The site is important because it links Pristina with Serbia and Mitrovica and also with Peja.  (See Map 1 in Appendix).  A broader look at the Serbian offensive shows that the first Serb thrust against Malisheve and the second Serb thrust against the road between Prishtina and Prizren, take the form of an octopus, with Prishtina as the hub.  As Serb forces leave Prishtina to conduct these offensives, Serbia will naturally have to replenish forces in Prishtina to help quell civil disorder raging in that city; the road to Prishtina becomes the octopus’s third leg.  Milosevo bridge is the fastest and most direct route to Prishtina for a force coming from the northwest; it is the only way across the Lap river for several kilometers east or west.  The only other bridge over the Lap river lies more than 15 kilometers northeast of Milosevo Bridge.  An enemy force, coming from the northwest, must either cross one of these two bridges or waste valuable time building its own bridge.

Mao advised the guerilla to avoid focusing all guerrilla activity on one theater of the conflict and instead “make war everywhere [in the theater]”, in order to cause “dispersal of [the counter guerrilla’s] forces and dissipation of his strength.”[52]  The Serb offensive concentrates primarily on the Drenica Valley making the Milosevo bridge area the Serb rear. Focusing guerrilla attacks on this site forces the Serbs to open another front and relieves pressure on the Drenica Valley.  In addition, there has been relatively little KLA activity here[53] so Serb soldiers should be more susceptible to surprise. 

 

 

ii.  Tactical Reasons for Choosing the Milosevo Bridge Site

The Milosevo bridge site is tactically a good candidate for an ambush for several reasons.  (See Map 2 and Map 3).  First, the Lap River’s lie creates a slight salient on the northern shore which is favorable to defenders of the south shore of the river because “it allows friendly fires from a wide stretch of the near shore to concentrate against a small area on the far shore and limits the length of enemy shore that must be cleared to eliminate direct fire and observation.”[54]  Although the salient is somewhat less pronounced than would be ideal, this terrain feature still offers some opportunity for flanking fires. 

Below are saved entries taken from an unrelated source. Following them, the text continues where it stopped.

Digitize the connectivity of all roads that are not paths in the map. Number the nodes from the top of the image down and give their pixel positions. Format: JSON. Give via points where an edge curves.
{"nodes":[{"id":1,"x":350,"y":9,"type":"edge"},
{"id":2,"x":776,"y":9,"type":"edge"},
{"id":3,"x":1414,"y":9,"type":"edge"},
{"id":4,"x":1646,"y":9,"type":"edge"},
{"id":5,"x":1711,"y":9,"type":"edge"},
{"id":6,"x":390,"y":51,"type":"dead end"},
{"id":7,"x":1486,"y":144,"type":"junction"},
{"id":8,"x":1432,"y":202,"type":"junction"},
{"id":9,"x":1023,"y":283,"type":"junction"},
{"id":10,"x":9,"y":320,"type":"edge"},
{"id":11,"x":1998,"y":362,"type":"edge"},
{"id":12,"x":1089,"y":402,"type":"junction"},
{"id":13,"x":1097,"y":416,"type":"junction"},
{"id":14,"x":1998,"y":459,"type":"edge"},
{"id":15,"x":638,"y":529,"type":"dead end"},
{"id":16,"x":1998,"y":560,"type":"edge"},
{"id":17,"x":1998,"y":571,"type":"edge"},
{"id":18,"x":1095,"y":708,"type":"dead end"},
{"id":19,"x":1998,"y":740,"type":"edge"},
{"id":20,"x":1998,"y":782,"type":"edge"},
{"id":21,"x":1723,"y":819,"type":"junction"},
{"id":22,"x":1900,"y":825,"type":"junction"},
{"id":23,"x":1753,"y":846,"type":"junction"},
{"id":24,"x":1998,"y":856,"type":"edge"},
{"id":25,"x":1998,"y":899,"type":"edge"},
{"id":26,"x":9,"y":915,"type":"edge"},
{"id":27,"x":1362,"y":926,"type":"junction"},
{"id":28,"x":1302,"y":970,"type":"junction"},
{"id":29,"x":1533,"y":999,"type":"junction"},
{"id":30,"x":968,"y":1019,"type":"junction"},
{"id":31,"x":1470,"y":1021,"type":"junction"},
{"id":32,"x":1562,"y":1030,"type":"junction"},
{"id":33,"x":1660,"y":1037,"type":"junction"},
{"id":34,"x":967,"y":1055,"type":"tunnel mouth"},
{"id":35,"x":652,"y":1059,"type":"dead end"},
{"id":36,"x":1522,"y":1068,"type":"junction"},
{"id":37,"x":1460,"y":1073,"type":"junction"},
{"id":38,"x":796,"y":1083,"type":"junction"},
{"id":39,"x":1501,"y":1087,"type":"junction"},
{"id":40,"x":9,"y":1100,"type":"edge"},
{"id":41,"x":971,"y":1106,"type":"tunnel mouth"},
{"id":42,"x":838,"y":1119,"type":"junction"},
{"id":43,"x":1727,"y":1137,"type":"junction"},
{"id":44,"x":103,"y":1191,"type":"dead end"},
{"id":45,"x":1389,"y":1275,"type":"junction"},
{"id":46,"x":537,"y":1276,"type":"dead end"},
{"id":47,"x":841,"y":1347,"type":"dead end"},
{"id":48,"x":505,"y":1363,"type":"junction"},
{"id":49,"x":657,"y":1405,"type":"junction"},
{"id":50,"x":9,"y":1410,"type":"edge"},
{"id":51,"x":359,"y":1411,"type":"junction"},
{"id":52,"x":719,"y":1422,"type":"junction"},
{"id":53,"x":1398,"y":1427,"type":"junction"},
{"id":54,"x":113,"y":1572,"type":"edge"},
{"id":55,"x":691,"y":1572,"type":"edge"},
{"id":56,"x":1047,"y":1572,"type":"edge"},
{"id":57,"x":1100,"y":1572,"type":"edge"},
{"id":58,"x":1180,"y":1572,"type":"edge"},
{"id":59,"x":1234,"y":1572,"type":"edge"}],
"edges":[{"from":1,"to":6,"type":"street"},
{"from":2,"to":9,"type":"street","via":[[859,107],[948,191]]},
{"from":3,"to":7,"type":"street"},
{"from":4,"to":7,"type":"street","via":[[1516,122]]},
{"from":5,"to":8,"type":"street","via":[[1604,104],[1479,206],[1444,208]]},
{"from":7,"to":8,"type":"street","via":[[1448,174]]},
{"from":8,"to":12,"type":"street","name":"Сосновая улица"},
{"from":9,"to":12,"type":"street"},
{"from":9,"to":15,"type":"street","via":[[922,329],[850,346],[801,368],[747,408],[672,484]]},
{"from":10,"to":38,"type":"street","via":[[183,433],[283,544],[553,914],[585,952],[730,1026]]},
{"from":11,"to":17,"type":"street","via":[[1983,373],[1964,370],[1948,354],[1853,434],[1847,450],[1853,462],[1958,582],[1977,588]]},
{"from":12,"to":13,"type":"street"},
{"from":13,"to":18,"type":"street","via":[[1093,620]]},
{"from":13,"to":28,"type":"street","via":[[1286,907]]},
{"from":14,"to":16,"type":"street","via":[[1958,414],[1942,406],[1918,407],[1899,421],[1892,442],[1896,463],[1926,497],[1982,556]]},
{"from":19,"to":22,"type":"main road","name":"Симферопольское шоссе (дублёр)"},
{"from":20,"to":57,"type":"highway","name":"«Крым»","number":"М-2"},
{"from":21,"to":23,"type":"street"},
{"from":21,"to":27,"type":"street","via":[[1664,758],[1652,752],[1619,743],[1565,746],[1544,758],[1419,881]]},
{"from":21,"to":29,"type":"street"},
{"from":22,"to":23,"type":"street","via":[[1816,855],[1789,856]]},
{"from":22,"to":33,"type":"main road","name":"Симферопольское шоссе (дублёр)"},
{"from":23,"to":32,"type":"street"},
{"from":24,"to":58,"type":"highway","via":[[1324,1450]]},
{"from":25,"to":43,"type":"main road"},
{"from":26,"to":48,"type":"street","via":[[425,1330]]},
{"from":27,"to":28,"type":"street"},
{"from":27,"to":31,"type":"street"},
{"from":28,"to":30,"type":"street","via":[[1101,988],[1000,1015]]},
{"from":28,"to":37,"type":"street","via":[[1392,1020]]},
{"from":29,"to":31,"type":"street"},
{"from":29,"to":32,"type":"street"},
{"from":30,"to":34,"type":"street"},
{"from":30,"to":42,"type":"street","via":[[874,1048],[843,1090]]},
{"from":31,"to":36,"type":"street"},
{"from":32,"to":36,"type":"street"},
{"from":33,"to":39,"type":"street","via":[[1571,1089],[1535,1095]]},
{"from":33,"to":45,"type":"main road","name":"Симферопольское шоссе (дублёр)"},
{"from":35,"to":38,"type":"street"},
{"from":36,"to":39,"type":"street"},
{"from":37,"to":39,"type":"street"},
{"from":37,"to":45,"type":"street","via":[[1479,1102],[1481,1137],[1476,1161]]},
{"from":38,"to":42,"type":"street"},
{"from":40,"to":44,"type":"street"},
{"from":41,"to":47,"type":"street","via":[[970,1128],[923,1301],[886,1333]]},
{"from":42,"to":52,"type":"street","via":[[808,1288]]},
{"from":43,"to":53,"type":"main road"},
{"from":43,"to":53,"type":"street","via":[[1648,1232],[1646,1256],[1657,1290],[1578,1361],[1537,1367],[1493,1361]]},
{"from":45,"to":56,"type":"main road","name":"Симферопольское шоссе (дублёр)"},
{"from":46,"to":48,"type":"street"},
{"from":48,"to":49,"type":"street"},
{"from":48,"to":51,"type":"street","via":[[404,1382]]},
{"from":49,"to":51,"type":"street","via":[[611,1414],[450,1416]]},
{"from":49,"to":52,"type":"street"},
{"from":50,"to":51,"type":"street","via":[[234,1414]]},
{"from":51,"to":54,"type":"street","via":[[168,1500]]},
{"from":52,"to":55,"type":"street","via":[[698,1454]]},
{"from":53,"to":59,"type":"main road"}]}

In addition, the site offers some defensible terrain.  To the northeast is a forest, and to the southwest an abandoned farmhouse surrounded by a forest.  Filling the areas in between is tall grass.  Hills lie 7.5 kilometers to the east on either side of the Lap River.

iii.  Battle Preparations

 

With the site chosen, Lieutenant Mustafa turns his attention to the battle preparations.  The first priority is to contact informants.  The Lieutenant has contacts on the road between Mitrovica and Prishtina who observe Serb movement and inform the Lieutenant through the use of ordinary cell phones.  They report that squads of about 15-20 well armed paramilitary Interior Ministry Special Police, (“MUP”), travel the road to Prishtina almost every other day, sometimes at night; the contacts also warn that lately, heavy armor and infantry have traveled the road.[55]  The contact furthest north agrees to inform Mustafa the next time such a police patrol leaves Mitrovica during the evening.[56]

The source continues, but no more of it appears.